E le altre malvasia?

Per loro abbiamo un discorso a parte che si intreccia, proprio come la grande ampelografia italiana, ad uno scenario di incroci spontanei e non solo. Le malvasie esistenti si dividono in malvasie aromatiche e malvasie a sapore caratteristico

Malvasia aromatica

Tra le malvasie aromatiche più famose troviamo: Malvasia odorosissima, Malvasia di Schierano, Malvasia delle Lipari e Malvasia di Candia aromatica.

Quando si parla di malvasia aromatica poi, il profilo di rimando è quello dei moscati. E se dovessimo prenderne una come porta voce, punterei sicuramente il dito sulla malvasia bianca di Candia aromantica, vitigno diffuso nell’Oltrepò pavese. Le origini di questo vitigno sono state oggetto di malintesi di origine, visto il nome che richiama l’isola di Creta (una volta Candia), in Grecia. Ciò attesterebbe l’ennesima origine greca della malvasia, tuttavia arrivò ufficialmente la smentita

A Milano si trova la “Casa degli Atellani”, una dimora storica per Milano, nella quale qualcuno la conserva e ci abita, la famiglia Castellini-Maranghi. Di che epoca stiamo parlando? Tenete conto che il nostro breve racconto si intreccia con Leonardo Da Vinci. Tra i suoi tanti talenti si celava anche quello di viticoltore. Dal 1482 fu ospite proprio alla casa degli Atellani e si occupò delle viti nella dimora, diventandone addirittura il proprietario terriero. La Milano di una volta non era come la conosciamo: non urbanizzazioni, ma campi da coltivare, e nel giardino della sua nuova dimora, Leonardo da Vinci creò il suo vigneto.

Questo reperto restò nella casa degli Atellani per molti secoli ancora, perfino anche dopo dell’industrializzazione. Ciò che portò a calare il sipario fu il bombardamento americano del 1943, il quale bruciò tutta la parte superiore della pianta. 

“Solo” la parte superiore appunto, poiché le radici rimasero intatte sotto terra e un equipe di esperti nel 2010 volle approfondire la questione. Si scopri che il vigneto che Leonardo trovò a Milano era Malvasia bianca di Candia aromatica e fin qui nulla di così eclatante, l’ennesima malvasia greca ritrovata in Italia. 

Ma c’è di più; continuando a scavare sul passato degli interpreti, si scoprì una notizia molto succosa, di quelle che aggiunge non poca complessità al tema malvasia. Dagli archivi storici milanesi apprendiamo che gli Atellani possedevano dei terreni a Candia in Lomellina, zona sud occidentale della Lombardia. Ecco riacquistata l’autoctonia della bianca di Candia aromatica e gettato un ulteriore alone di mistero sulle sue origini.

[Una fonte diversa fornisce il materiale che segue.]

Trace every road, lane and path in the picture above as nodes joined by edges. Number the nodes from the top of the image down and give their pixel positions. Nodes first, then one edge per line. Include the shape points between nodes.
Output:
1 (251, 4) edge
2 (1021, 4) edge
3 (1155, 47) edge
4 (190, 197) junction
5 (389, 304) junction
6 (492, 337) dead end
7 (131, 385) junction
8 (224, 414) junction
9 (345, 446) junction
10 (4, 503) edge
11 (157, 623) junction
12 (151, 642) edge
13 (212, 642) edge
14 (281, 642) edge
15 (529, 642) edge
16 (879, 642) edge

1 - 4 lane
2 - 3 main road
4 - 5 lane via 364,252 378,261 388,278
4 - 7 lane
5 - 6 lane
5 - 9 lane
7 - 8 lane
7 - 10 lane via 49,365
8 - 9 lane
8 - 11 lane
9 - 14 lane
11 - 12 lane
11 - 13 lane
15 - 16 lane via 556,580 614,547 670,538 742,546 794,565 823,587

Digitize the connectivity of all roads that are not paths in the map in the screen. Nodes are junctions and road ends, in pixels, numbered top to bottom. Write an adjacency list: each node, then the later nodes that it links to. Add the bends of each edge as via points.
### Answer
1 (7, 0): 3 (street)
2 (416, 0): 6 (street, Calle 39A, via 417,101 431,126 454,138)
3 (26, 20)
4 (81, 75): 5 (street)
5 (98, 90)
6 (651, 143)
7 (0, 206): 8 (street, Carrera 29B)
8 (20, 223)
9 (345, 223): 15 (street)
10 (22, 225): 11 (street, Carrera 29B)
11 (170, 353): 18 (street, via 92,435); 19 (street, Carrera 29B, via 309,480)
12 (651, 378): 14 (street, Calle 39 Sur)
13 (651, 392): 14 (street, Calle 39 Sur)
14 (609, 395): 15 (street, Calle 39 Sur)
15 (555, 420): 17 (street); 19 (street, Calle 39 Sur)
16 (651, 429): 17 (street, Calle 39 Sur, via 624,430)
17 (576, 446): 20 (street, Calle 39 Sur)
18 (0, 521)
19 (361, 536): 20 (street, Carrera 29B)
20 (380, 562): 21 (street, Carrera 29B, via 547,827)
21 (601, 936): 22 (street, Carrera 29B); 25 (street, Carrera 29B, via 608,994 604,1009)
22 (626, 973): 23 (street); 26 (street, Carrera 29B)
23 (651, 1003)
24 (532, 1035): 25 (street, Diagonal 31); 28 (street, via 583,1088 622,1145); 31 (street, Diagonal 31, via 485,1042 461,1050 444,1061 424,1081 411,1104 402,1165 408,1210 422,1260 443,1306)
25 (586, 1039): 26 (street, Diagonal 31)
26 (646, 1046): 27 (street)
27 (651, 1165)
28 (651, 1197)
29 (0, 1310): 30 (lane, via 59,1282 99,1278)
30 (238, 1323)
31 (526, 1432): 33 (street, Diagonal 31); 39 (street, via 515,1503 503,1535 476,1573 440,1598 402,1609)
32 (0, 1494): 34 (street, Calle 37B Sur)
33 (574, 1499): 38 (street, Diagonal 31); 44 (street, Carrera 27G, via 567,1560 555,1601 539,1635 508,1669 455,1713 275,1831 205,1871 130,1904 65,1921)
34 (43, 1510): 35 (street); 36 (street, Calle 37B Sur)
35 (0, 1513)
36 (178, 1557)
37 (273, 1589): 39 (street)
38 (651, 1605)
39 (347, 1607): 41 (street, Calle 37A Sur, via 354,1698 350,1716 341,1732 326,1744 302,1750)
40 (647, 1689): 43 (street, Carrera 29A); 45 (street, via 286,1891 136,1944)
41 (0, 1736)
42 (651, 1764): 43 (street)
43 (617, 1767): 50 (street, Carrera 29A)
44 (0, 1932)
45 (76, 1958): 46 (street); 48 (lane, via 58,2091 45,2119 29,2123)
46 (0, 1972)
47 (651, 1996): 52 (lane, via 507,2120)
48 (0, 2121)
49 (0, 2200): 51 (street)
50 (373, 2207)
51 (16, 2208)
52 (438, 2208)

Malvasia a sapore caratteristico

Tieni duro, l’argomento malvasia è tra i più articolati e complessi, nonostante stia stringendo molto, è impossibile non dilungarsi.

Tra le più famose malvasie non aromatiche troviamo: Malvasia istriana, Malvasia bianca lunga, Malvasia nera di Brindisi, Malvasia nera di Bolzano e…Malvasia Bianca di Candia (nota bene, manca la parola “aromatica”)

Da qui in poi però il discorso si articola in maniera confusionaria, come si dice di questi tempi, un bel mappazzone! Figlio probabilmente del retaggio veneziano, ovvero quando da importatori di malvasia dalla Grecia si passò a lavorare la propria terra, il termine malvasia è stato attribuito a molti vitigni. Molti sono nati per incroci appunto, come l’esempio della malvasia nera di Lecce o Brindisi (Malvasia bianca lunga + Negroamaro). Altre malvasie vengono conosciute con diversi nomi a seconda della regione (Malvasia bianca di Candia viene chiamata Malvasia rossa nel Lazio).

Un esempio su tutti è la Malvasia bianca di Candia che differenzia completamente dalla Malvasia bianca di Candia aromatica che abbiamo visto poco fa! Essa è geneticamente uguale alla Garganega, che a sua volta è geneticamente uguale al Grecanico.

Per fortuna che malvasia fa rima con ampelografia!!!